To do
Go through the data from its first line and retype each line, stopping once the line containing "pinky dip: (227, 137)" has been retyped.

Data to examine
+-------+
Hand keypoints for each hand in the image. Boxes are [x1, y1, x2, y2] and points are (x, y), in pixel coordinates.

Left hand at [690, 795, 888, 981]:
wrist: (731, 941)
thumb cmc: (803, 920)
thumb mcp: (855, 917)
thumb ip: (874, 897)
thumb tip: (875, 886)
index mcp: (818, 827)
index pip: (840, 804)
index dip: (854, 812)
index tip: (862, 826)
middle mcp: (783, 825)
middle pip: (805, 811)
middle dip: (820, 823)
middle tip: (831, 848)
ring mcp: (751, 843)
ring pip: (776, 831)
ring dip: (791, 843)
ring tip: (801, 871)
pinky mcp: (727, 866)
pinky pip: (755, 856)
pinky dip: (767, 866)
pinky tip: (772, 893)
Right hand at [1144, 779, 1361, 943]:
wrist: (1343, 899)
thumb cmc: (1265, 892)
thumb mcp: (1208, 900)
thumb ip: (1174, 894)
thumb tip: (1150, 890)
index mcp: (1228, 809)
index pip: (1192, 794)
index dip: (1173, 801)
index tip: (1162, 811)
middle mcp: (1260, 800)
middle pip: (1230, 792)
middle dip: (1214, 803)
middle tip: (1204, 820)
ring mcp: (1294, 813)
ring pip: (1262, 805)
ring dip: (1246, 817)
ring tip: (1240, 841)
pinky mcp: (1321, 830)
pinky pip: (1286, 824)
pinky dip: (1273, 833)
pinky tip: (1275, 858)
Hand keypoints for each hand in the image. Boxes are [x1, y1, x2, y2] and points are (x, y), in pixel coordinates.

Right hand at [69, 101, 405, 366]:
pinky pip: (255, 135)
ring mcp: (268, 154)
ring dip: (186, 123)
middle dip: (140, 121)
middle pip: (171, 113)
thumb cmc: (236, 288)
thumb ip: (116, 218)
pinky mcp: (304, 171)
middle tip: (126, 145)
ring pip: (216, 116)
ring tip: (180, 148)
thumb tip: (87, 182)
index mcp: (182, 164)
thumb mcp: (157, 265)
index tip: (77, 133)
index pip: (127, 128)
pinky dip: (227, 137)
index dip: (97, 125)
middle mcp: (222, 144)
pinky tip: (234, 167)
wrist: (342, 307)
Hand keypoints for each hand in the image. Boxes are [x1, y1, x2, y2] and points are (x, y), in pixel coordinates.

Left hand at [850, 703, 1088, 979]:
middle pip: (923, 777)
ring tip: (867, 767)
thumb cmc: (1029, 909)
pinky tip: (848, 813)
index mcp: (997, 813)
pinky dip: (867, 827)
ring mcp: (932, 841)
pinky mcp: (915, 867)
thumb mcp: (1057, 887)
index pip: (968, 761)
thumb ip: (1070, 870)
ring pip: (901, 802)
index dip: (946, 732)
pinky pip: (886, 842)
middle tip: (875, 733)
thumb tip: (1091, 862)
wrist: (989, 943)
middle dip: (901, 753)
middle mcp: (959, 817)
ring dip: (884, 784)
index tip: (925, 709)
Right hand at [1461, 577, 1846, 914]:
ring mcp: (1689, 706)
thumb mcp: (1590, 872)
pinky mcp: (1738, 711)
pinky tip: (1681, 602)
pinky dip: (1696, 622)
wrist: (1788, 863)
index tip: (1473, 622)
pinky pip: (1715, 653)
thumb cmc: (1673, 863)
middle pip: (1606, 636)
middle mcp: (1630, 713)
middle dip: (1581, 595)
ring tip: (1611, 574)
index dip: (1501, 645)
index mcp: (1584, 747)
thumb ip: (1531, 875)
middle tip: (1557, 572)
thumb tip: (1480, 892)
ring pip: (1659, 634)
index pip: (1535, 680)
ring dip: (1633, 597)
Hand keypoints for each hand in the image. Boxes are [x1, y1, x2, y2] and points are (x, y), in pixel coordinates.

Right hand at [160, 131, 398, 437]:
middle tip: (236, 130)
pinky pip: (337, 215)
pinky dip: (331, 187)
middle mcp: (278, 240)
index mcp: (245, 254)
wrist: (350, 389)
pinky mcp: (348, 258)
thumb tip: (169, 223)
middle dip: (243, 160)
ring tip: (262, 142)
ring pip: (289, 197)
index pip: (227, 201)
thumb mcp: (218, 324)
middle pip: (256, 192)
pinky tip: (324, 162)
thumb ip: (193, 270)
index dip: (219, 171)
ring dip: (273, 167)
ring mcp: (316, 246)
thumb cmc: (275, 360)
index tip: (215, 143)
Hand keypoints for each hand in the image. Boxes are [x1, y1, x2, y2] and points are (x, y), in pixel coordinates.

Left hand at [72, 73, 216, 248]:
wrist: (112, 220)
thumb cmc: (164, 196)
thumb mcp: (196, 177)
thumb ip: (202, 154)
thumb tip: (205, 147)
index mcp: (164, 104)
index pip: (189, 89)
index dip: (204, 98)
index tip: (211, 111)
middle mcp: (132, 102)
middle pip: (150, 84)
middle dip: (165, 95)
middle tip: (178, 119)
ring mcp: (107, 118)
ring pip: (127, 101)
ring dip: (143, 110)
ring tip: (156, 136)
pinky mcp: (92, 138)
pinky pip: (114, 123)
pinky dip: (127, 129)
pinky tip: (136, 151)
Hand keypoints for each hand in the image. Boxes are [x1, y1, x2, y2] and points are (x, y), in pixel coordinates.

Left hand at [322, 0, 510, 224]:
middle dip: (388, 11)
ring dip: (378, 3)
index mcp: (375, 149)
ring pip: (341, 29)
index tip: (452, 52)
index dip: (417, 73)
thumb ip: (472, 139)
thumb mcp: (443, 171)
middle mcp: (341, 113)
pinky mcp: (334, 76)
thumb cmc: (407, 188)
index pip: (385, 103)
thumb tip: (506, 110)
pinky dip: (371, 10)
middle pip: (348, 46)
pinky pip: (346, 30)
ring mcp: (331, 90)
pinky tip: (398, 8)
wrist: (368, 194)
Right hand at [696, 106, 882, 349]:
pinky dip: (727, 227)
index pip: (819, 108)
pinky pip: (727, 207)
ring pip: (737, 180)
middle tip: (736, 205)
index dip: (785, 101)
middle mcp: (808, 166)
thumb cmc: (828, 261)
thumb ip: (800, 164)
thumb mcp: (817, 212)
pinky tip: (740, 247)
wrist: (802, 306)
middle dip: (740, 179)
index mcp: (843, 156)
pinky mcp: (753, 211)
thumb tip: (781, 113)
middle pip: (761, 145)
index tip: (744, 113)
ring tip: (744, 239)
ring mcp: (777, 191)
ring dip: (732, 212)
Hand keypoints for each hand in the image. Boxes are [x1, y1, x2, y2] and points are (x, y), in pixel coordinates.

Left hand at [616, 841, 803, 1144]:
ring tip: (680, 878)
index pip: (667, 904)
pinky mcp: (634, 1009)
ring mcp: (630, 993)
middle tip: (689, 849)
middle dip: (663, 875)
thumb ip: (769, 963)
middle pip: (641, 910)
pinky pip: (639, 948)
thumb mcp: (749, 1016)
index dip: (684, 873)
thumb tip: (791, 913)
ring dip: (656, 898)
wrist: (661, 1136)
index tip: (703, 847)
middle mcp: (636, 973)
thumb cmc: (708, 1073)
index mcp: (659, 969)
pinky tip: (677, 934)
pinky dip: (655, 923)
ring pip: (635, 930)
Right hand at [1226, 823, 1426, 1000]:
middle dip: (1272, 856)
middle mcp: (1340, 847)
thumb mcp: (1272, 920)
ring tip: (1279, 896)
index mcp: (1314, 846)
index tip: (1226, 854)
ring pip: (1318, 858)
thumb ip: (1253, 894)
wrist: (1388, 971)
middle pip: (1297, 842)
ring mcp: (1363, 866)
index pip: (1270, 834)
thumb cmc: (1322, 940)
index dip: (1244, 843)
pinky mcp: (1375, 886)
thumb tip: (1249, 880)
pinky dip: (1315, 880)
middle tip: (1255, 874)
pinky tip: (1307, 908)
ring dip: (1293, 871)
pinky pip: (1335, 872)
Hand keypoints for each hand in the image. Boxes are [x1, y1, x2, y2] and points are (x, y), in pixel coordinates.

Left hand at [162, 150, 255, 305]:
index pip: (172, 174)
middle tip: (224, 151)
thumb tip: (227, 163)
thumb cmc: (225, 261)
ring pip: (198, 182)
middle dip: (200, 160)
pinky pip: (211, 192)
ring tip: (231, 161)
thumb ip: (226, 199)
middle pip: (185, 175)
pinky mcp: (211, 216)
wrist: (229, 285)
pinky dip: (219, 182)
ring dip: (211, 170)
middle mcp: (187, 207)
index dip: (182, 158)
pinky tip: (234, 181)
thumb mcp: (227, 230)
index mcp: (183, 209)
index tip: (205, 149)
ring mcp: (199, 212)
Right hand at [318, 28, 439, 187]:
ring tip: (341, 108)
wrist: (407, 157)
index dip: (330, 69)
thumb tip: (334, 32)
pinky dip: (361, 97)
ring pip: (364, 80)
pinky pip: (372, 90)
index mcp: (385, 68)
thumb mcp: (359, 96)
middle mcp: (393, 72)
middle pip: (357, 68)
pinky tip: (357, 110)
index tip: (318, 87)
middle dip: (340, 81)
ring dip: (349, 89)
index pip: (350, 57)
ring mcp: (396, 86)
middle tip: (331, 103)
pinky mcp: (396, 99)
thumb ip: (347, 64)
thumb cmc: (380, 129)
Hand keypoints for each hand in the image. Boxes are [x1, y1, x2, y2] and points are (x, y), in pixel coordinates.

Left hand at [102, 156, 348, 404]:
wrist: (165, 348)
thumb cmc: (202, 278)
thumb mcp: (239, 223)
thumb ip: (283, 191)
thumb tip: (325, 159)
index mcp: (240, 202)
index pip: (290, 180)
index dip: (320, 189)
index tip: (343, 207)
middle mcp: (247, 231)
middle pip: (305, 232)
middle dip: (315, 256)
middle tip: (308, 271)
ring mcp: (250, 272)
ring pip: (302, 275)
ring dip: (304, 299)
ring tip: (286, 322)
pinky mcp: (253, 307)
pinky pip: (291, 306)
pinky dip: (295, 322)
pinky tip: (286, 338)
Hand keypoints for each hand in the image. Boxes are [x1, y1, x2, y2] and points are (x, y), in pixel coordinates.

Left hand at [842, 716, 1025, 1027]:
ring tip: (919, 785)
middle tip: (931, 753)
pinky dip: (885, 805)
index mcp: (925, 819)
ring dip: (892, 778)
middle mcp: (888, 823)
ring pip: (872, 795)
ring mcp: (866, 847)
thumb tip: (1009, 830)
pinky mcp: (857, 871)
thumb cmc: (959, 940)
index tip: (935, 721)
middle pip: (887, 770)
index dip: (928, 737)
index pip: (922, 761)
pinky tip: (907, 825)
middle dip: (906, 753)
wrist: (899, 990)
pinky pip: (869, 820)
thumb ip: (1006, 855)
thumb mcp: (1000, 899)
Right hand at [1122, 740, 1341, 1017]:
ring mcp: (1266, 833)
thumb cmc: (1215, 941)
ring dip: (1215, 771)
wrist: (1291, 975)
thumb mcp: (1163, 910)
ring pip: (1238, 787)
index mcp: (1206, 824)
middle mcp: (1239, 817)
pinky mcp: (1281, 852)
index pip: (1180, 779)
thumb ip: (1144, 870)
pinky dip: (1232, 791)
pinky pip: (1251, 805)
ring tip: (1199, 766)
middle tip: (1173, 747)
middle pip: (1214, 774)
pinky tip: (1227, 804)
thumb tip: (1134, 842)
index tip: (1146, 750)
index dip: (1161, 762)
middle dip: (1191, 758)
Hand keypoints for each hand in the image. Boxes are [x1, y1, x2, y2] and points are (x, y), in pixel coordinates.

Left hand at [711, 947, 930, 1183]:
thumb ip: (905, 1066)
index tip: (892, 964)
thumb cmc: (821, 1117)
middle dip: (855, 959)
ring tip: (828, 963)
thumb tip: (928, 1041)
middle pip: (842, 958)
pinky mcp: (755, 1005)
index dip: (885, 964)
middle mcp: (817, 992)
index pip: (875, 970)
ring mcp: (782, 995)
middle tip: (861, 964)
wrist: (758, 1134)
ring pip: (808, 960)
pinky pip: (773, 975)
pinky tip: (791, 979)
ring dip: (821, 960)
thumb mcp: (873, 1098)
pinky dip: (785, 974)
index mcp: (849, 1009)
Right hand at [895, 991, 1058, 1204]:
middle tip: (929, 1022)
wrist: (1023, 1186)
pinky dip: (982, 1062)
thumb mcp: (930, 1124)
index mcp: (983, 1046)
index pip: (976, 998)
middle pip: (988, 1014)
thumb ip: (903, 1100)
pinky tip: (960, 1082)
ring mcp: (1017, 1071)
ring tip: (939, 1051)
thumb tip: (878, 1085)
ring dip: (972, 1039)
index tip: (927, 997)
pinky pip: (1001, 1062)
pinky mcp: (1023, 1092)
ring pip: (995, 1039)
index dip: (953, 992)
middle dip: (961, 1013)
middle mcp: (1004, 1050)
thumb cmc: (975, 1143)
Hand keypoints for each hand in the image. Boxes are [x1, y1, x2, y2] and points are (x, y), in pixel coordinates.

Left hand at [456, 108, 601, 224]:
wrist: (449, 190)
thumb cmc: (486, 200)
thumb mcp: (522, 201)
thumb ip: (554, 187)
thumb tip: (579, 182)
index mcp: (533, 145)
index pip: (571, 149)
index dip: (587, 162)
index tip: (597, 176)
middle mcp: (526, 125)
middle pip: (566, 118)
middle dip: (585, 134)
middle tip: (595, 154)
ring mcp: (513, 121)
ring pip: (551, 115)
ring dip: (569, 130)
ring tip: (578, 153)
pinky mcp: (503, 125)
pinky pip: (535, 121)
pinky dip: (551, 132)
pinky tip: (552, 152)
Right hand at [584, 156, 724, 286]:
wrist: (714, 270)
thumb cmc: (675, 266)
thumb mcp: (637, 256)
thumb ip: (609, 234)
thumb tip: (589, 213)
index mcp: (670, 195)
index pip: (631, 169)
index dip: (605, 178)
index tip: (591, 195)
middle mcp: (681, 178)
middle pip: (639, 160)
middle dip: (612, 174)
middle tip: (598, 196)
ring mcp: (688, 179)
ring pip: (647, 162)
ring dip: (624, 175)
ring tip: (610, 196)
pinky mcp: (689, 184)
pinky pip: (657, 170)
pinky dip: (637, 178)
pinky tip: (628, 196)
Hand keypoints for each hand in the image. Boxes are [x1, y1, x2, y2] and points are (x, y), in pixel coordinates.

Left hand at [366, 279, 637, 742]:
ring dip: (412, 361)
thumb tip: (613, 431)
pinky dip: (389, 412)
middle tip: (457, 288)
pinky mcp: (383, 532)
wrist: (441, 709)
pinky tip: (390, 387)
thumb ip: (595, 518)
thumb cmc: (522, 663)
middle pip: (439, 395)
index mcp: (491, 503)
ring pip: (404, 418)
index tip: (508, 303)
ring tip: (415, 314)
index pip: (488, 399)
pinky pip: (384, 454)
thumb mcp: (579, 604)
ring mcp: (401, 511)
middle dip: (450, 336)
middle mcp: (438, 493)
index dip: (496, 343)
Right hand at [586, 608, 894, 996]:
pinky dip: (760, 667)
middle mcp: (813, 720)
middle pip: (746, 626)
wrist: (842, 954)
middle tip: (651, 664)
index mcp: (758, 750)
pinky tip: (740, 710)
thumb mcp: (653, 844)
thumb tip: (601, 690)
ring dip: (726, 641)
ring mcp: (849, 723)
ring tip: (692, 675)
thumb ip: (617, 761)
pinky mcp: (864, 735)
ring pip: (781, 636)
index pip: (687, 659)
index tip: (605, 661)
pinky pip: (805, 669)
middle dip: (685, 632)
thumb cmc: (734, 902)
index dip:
+-------+
Your solution
Hand keypoints for each hand in the image. Boxes are [x1, y1, x2, y2] and points are (x, y), in pixel coordinates.

Left hand at [690, 795, 888, 981]:
wrist: (731, 941)
thumb cmc: (803, 920)
thumb mcp: (855, 917)
thumb ip: (874, 897)
thumb tip: (875, 886)
index mcp: (818, 827)
index pip: (840, 804)
index dip: (854, 812)
index tip: (862, 826)
middle mcp: (783, 825)
middle pip: (805, 811)
middle dip: (820, 823)
middle tip: (831, 848)
ring mcp: (751, 843)
ring pip: (776, 831)
ring dip: (791, 843)
ring tip: (801, 871)
pinky mcp: (727, 866)
pinky pip: (755, 856)
pinky dip: (767, 866)
pinky tip: (772, 893)
Right hand at [1144, 779, 1361, 943]:
wrist: (1343, 899)
thumb cmc: (1265, 892)
thumb mcp: (1208, 900)
thumb ip: (1174, 894)
thumb tip: (1150, 890)
index mcp: (1228, 809)
index pip: (1192, 794)
index dip: (1173, 801)
index tip: (1162, 811)
middle mcp: (1260, 800)
middle pip: (1230, 792)
middle dip: (1214, 803)
middle tip: (1204, 820)
ring mcp: (1294, 813)
ring pip: (1262, 805)
ring dip: (1246, 817)
ring tip: (1240, 841)
pinky mcp: (1321, 830)
pinky pip: (1286, 824)
pinky dip: (1273, 833)
pinky tip: (1275, 858)
Hand keypoints for each hand in the image. Boxes are [x1, y1, x2, y2] and points are (x, y), in pixel coordinates.

Right hand at [69, 101, 405, 366]:
pinky pip: (255, 135)
ring mcp: (268, 154)
ring dip: (186, 123)
middle dip: (140, 121)
middle pip: (171, 113)
thumb cmc: (236, 288)
thumb ip: (116, 218)
pinky mcp: (304, 171)
middle tip: (126, 145)
ring pip: (216, 116)
ring tip: (180, 148)
thumb tip: (87, 182)
index mcp: (182, 164)
thumb mcp: (157, 265)
index tip: (77, 133)
index pip: (127, 128)
pinky dip: (227, 137)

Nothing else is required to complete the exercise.